— PROBLEM —
Each line in the data holding "highway" should be listed.

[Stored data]
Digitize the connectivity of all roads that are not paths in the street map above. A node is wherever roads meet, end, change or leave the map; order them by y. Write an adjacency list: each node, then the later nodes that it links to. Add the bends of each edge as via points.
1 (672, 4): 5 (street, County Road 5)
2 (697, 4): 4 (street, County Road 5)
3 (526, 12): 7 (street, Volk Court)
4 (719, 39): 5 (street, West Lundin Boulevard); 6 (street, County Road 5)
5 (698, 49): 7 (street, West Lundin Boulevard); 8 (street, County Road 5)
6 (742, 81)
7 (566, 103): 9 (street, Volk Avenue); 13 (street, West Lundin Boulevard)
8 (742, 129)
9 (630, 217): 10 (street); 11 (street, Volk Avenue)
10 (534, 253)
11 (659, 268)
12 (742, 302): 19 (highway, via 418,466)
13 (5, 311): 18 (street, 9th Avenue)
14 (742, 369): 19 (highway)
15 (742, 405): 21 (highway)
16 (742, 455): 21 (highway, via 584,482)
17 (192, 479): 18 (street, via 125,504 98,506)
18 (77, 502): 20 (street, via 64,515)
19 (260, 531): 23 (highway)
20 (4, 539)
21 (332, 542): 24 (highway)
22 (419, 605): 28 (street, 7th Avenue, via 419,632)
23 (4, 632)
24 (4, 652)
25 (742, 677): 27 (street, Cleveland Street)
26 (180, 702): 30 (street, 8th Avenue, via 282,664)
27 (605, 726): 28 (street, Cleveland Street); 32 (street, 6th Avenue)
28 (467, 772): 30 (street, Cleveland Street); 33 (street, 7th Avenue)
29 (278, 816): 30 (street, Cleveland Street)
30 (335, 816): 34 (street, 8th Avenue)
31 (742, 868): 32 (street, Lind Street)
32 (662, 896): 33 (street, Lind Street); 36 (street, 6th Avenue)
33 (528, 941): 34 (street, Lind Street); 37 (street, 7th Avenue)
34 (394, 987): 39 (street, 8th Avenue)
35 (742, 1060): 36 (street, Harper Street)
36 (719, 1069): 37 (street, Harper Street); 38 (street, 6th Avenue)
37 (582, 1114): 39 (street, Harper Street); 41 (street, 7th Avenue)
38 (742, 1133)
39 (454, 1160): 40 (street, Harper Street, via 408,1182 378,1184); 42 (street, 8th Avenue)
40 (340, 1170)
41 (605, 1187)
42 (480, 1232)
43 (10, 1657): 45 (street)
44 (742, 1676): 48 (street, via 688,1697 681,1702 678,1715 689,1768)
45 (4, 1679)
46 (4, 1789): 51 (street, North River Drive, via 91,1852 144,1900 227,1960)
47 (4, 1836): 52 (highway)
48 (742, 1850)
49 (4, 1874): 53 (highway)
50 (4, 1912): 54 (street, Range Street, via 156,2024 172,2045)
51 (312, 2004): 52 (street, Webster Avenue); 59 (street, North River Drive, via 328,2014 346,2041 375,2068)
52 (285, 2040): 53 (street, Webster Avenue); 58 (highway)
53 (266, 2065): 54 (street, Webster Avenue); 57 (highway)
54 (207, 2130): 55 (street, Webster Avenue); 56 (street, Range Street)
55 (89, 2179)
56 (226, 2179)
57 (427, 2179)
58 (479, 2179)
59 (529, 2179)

— SOLUTION TO THIS PROBLEM —
12 (742, 302): 19 (highway, via 418,466)
14 (742, 369): 19 (highway)
15 (742, 405): 21 (highway)
16 (742, 455): 21 (highway, via 584,482)
19 (260, 531): 23 (highway)
21 (332, 542): 24 (highway)
47 (4, 1836): 52 (highway)
49 (4, 1874): 53 (highway)
52 (285, 2040): 53 (street, Webster Avenue); 58 (highway)
53 (266, 2065): 54 (street, Webster Avenue); 57 (highway)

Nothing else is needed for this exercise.